At the beginning of the iteration, the customer communicates to the programmers what she wants, by telling them how she will confirm that they’ve done what is needed. She defines the acceptance tests that will be used to show that the story has been implemented correctly.

Teams who are not yet very experienced with these ideas often want to try use cases, spreadsheets showing calculations, sketches of proposed window layouts, even multi-page documents looking much like conventional specifications. These may be useful in rare cases, but looking back over the years I have almost never found this kind of document to be ideal. Even for quite complex situations, confirmation using examples, preferably automated, works better. You may find some paper or computerized details to be valuable, but in my experience, they are more likely to slow you down. I’d suggest starting with card, conversation, confirmation, and adding in other documents only if they are clearly needed.

The programmers implement the story, and they also implement the acceptance tests. (Some teams build tools that let the customer enter the tests herself, and other teams have QA people or testers who help with the job. But one one way or another, the acceptance tests get done.

At the end of the iteration, when the story is done, the programmers show the customer that the story is done, confirming success by showing that the acceptance tests run correctly.

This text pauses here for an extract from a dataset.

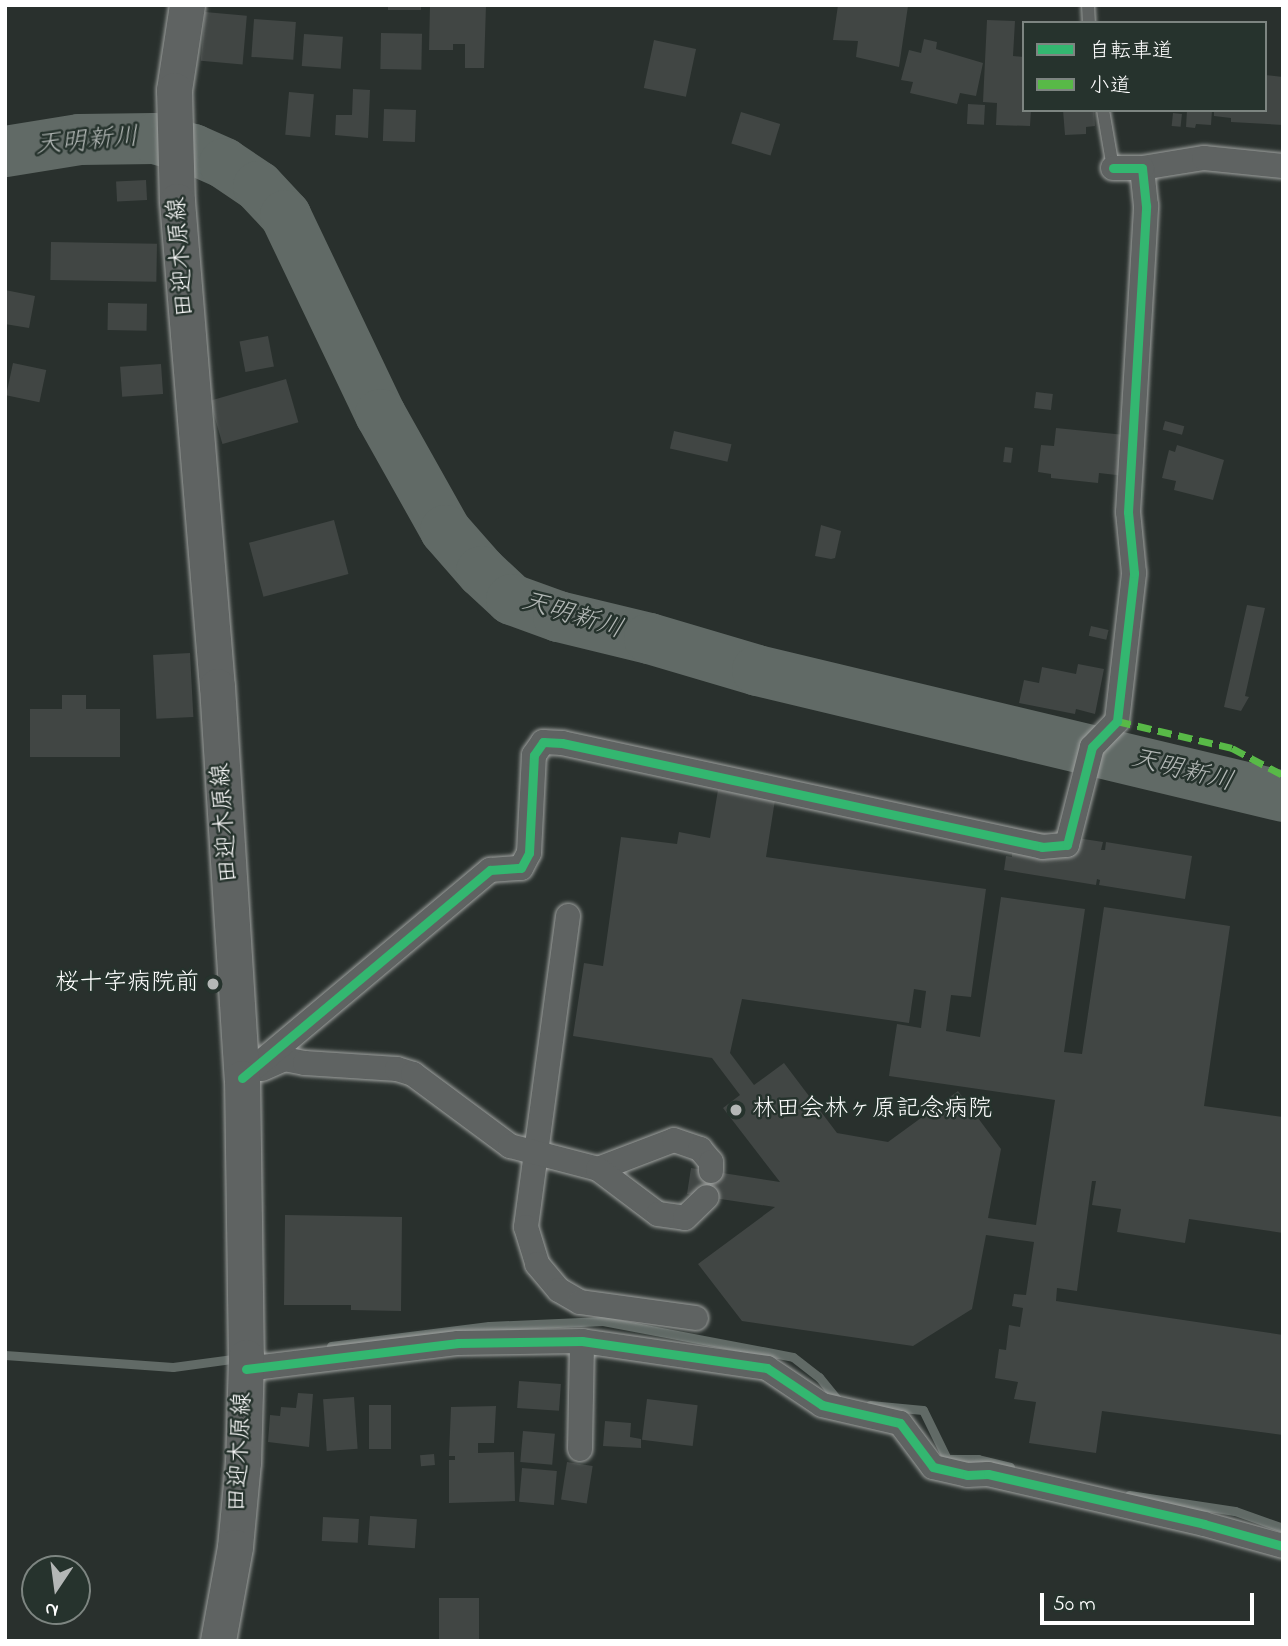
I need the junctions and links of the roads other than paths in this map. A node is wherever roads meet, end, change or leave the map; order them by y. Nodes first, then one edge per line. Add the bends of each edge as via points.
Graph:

The confirmation provided by the acceptance test is what makes possible the simple approach of card and conversation. When the conversation about a card gets down to the details of the acceptance test, the customer and programmer settle the final details of what needs to be done. When the iteration ends and the programmers demonstrate the acceptance tests running, the customer learns that the team can, and will, deliver what’s needed. The confirmation, in terms of acceptance tests, is what keeps the Circle of Life turning. And the Circle of Life … that’s what keeps your project alive.